Section 2. That Section 60. of Chapter 65 of the Revised Code of the State of Delaware, being Section 2092. of said Code, be and the same is hereby amended by striking out the words, "or in" between the words "Section 59B." and "Section 59C." and by inserting after the words "Section 59C." the additional words "or in Section 59D."
Section 3. That Paragraph 11 of Section 5. of Chapter 65 of the Revised Code of the State of Delaware, being Section 2037. of said Code, be, and the same is hereby amended by inserting "59D." after "59C." in the last line of said paragraph.
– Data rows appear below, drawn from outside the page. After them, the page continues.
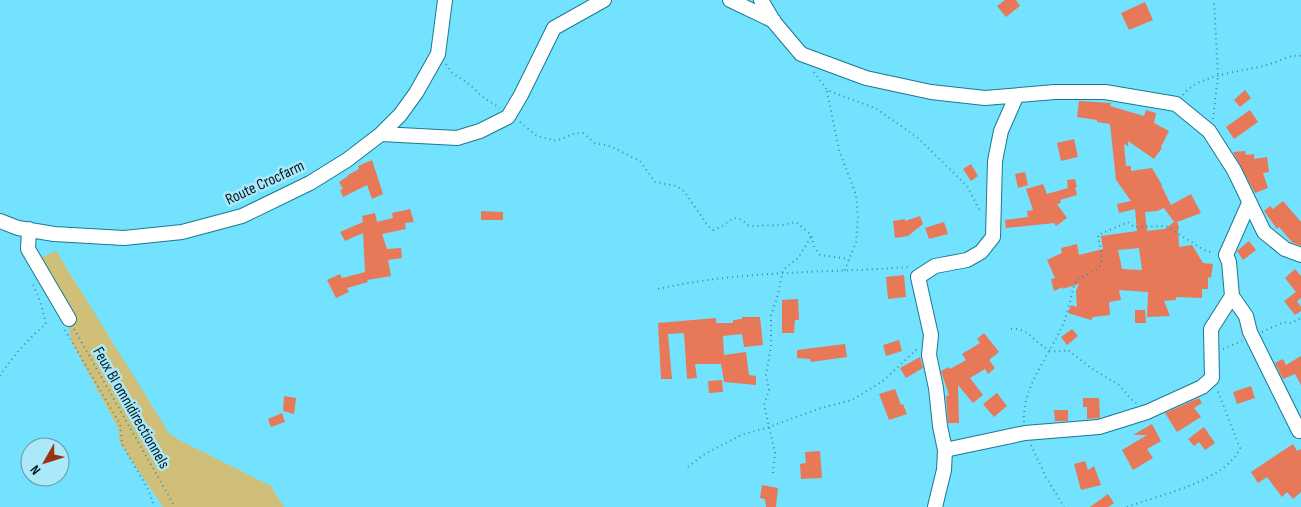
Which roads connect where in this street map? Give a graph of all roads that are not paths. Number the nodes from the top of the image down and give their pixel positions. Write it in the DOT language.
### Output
graph roads {
  1 [pos="445,0"];
  2 [pos="604,0"];
  3 [pos="730,0"];
  4 [pos="761,0"];
  5 [pos="774,22"];
  6 [pos="1016,97"];
  7 [pos="381,134"];
  8 [pos="1249,203"];
  9 [pos="0,221"];
  10 [pos="29,229"];
  11 [pos="1301,255"];
  12 [pos="1232,296"];
  13 [pos="65,322"];
  14 [pos="1299,431"];
  15 [pos="946,450"];
  16 [pos="935,507"];
  1 -- 7 [label="street, Route Crocfarm"];
  2 -- 7 [label="street"];
  3 -- 5 [label="street"];
  4 -- 5 [label="street"];
  5 -- 6 [label="street"];
  6 -- 8 [label="street"];
  6 -- 15 [label="street"];
  7 -- 10 [label="street, Route Crocfarm"];
  8 -- 11 [label="street"];
  8 -- 12 [label="street"];
  9 -- 10 [label="street, Route Crocfarm"];
  10 -- 13 [label="street"];
  12 -- 14 [label="street"];
  12 -- 15 [label="street"];
  15 -- 16 [label="street"];
}
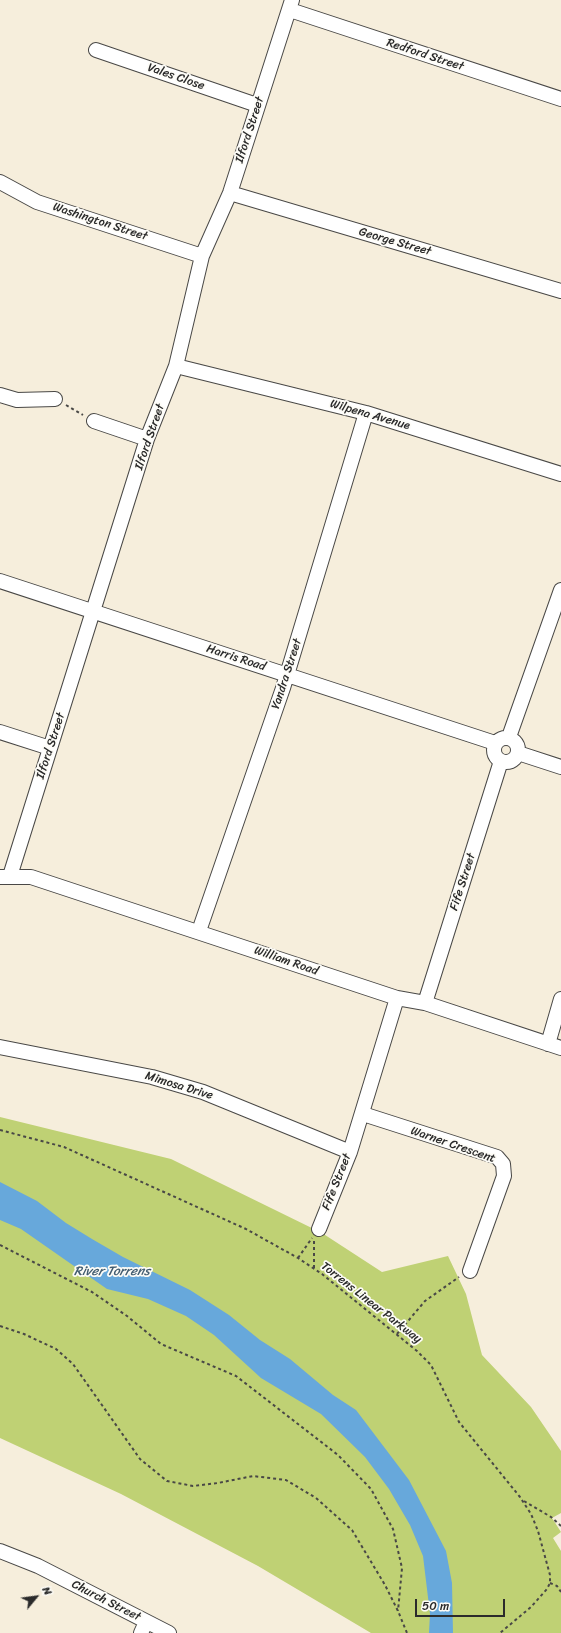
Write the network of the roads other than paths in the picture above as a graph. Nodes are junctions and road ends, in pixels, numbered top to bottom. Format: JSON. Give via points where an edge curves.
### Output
{"nodes":[{"id":1,"x":291,"y":5,"type":"edge"},
{"id":2,"x":96,"y":50,"type":"dead end"},
{"id":3,"x":561,"y":99,"type":"edge"},
{"id":4,"x":257,"y":105,"type":"junction"},
{"id":5,"x":0,"y":182,"type":"edge"},
{"id":6,"x":230,"y":193,"type":"junction"},
{"id":7,"x":202,"y":256,"type":"junction"},
{"id":8,"x":561,"y":290,"type":"edge"},
{"id":9,"x":176,"y":366,"type":"junction"},
{"id":10,"x":0,"y":395,"type":"edge"},
{"id":11,"x":55,"y":398,"type":"road end"},
{"id":12,"x":366,"y":413,"type":"junction"},
{"id":13,"x":94,"y":421,"type":"road end"},
{"id":14,"x":147,"y":439,"type":"junction"},
{"id":15,"x":561,"y":474,"type":"edge"},
{"id":16,"x":0,"y":581,"type":"edge"},
{"id":17,"x":561,"y":590,"type":"edge"},
{"id":18,"x":94,"y":612,"type":"junction"},
{"id":19,"x":287,"y":674,"type":"junction"},
{"id":20,"x":0,"y":732,"type":"edge"},
{"id":21,"x":509,"y":737,"type":"junction"},
{"id":22,"x":495,"y":743,"type":"junction"},
{"id":23,"x":50,"y":748,"type":"junction"},
{"id":24,"x":518,"y":753,"type":"junction"},
{"id":25,"x":501,"y":761,"type":"junction"},
{"id":26,"x":561,"y":767,"type":"edge"},
{"id":27,"x":5,"y":877,"type":"edge"},
{"id":28,"x":199,"y":931,"type":"junction"},
{"id":29,"x":397,"y":998,"type":"junction"},
{"id":30,"x":561,"y":1000,"type":"edge"},
{"id":31,"x":425,"y":1003,"type":"junction"},
{"id":32,"x":548,"y":1044,"type":"junction"},
{"id":33,"x":0,"y":1047,"type":"edge"},
{"id":34,"x":561,"y":1048,"type":"edge"},
{"id":35,"x":363,"y":1114,"type":"junction"},
{"id":36,"x":350,"y":1152,"type":"junction"},
{"id":37,"x":319,"y":1229,"type":"dead end"},
{"id":38,"x":470,"y":1271,"type":"road end"},
{"id":39,"x":0,"y":1551,"type":"edge"},
{"id":40,"x":144,"y":1627,"type":"edge"},
{"id":41,"x":169,"y":1633,"type":"edge"}],
"edges":[{"from":1,"to":3,"type":"street","name":"Redford Street"},
{"from":1,"to":4,"type":"street","name":"Ilford Street"},
{"from":2,"to":4,"type":"street","name":"Vales Close"},
{"from":4,"to":6,"type":"street","name":"Ilford Street"},
{"from":5,"to":7,"type":"street","name":"Washington Street","via":[[38,202]]},
{"from":6,"to":7,"type":"street","name":"Ilford Street"},
{"from":6,"to":8,"type":"street","name":"George Street"},
{"from":7,"to":9,"type":"street","name":"Ilford Street"},
{"from":9,"to":12,"type":"street","name":"Wilpena Avenue"},
{"from":9,"to":14,"type":"street","name":"Ilford Street"},
{"from":10,"to":11,"type":"street","via":[[17,400]]},
{"from":12,"to":15,"type":"street","name":"Wilpena Avenue"},
{"from":12,"to":19,"type":"street","name":"Yandra Street"},
{"from":13,"to":14,"type":"street"},
{"from":14,"to":18,"type":"street","name":"Ilford Street"},
{"from":16,"to":18,"type":"street","name":"Harris Road"},
{"from":17,"to":21,"type":"street"},
{"from":18,"to":19,"type":"street","name":"Harris Road"},
{"from":18,"to":23,"type":"street","name":"Ilford Street"},
{"from":19,"to":22,"type":"street","name":"Harris Road"},
{"from":19,"to":28,"type":"street","name":"Yandra Street"},
{"from":20,"to":23,"type":"street"},
{"from":21,"to":22,"type":"street","via":[[503,737]]},
{"from":21,"to":24,"type":"street","via":[[518,747]]},
{"from":22,"to":25,"type":"street","via":[[494,752]]},
{"from":23,"to":27,"type":"street","name":"Ilford Street"},
{"from":24,"to":25,"type":"street","via":[[510,762]]},
{"from":24,"to":26,"type":"street"},
{"from":25,"to":31,"type":"street","name":"Fife Street"},
{"from":27,"to":28,"type":"street","name":"William Road","via":[[31,877]]},
{"from":28,"to":29,"type":"street","name":"William Road"},
{"from":29,"to":31,"type":"street","name":"William Road"},
{"from":29,"to":35,"type":"street","name":"Fife Street"},
{"from":30,"to":32,"type":"street"},
{"from":31,"to":32,"type":"street","name":"William Road"},
{"from":32,"to":34,"type":"street","name":"William Road"},
{"from":33,"to":36,"type":"street","name":"Mimosa Drive","via":[[152,1077],[203,1092]]},
{"from":35,"to":36,"type":"street","name":"Fife Street"},
{"from":35,"to":38,"type":"street","name":"Warner Crescent","via":[[497,1157],[503,1164],[504,1176]]},
{"from":36,"to":37,"type":"street","name":"Fife Street"},
{"from":39,"to":40,"type":"street","name":"Church Street","via":[[38,1566]]},
{"from":40,"to":41,"type":"street","name":"Church Street"}]}
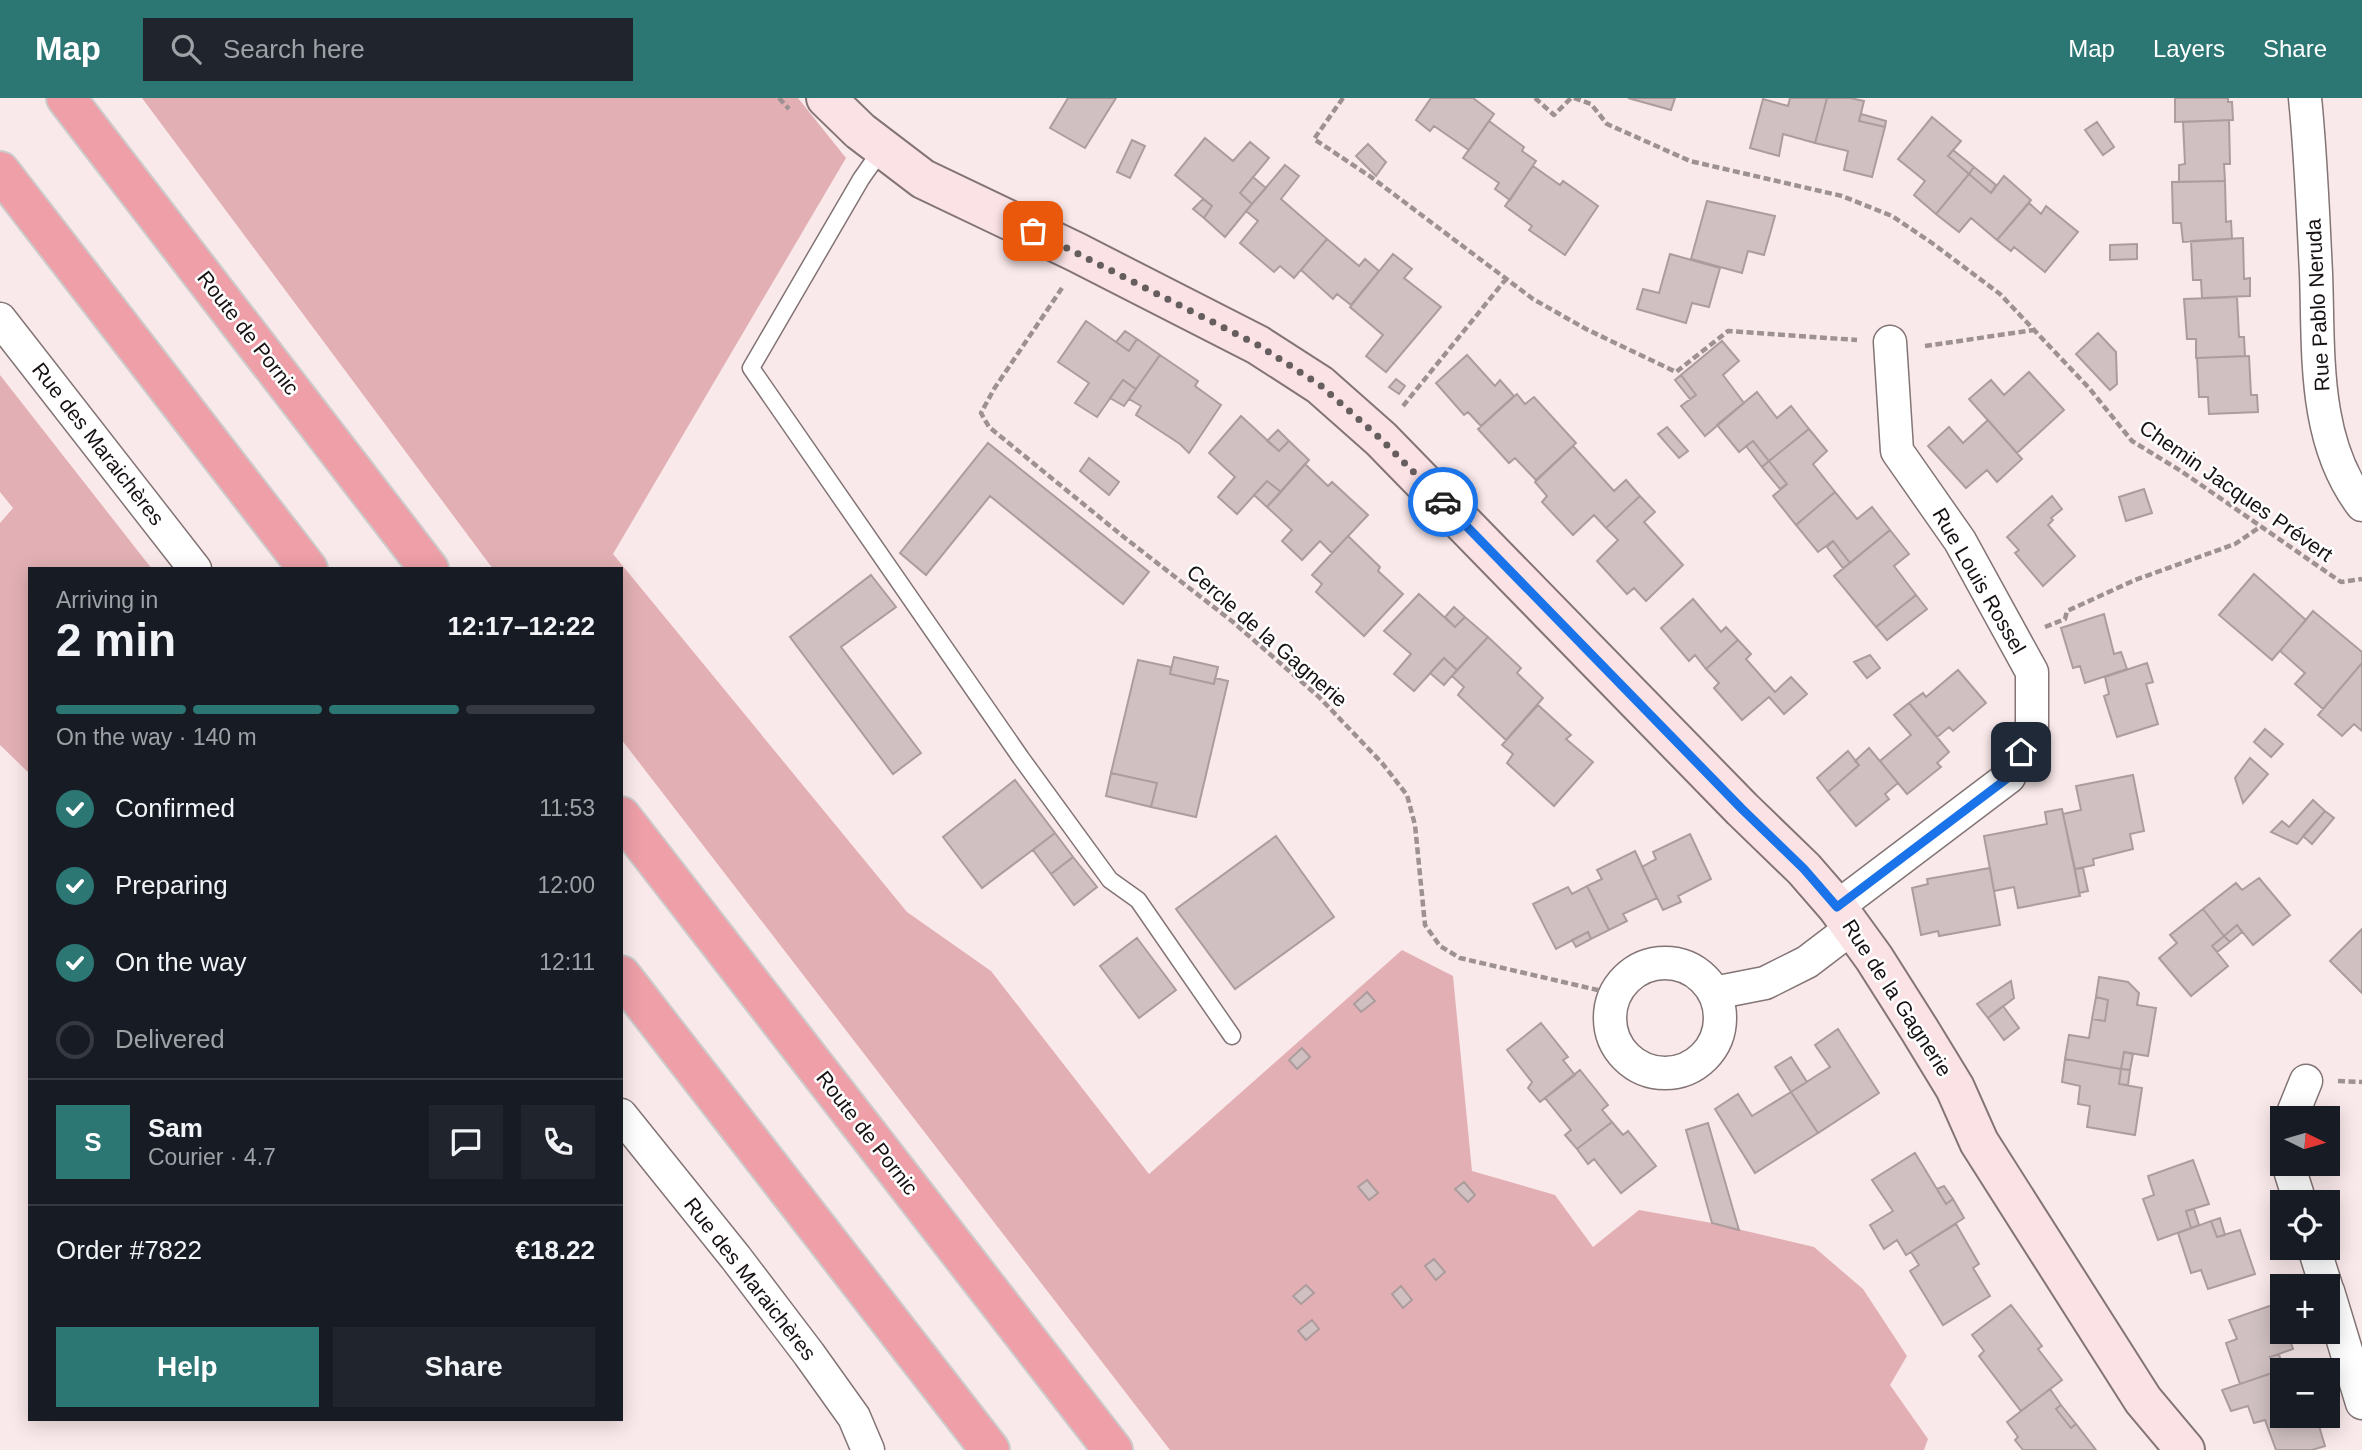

Section 4. That Section 61. of Chapter 65 of the Revised Code of the State of Delaware, being Section 2093. of said Code, be, and the same is hereby amended by striking out all of said Section and inserting in lieu thereof a new Section reading as follows:
"2093. Sec. 61. CONSOLIDATION OR MERGER; PAYMENT FOR STOCK OR MEMBERSHIP OF DISSATISFIED STOCKHOLDER OR MEMBER:--The corporation resulting from or surviving any consolidation or merger as aforesaid shall within ten days after the date on which the agreement of consolidation or merger has been filed and recorded, as aforesaid, notify each stockholder or member in any corporation of this State consolidating or merging as aforesaid, who objected thereto in writing and, in the case of a stock corporation, whose shares were not voted in favor of such consolidation or merger and, in the case of a non-stock corporation, who did not vote in favor of such consolidation or merger, and who filed such written objection with the corporation before the taking of the vote on such consolidation or merger, that said agreement has been filed and recorded, by registered mail, return receipt requested, addressed to said stockholder or to said member at his last known address as appears on the books of the corporation and if any of such stockholders or of such members shall within twenty days after the date of mailing of said notice demand in writing, from the corporation resulting from or surviving such consolidation or merger, payment for his stock or his membership, such resulting or surviving corporation shall, within thirty days after the expiration of said period of twenty days, pay to him the value of his stock or of his membership on the date of the recording of said agreement of consolidation or merger, exclusive of any element of value arising from the expectation or accomplishment of such consolidation or merger. If during said period of thirty days the corporation and any such stockholder or any such member fail to agree as to the value of such stock or of such membership, any such stockholder or any such member or the corporation resulting from or surviving such consolidation or merger, may by petition filed in the Court of Chancery within four months after the expiration of said period of thirty days demand a determination of the value of the stock of all such stockholders and of the memberships of all such members by an appraiser to be appointed by the Court.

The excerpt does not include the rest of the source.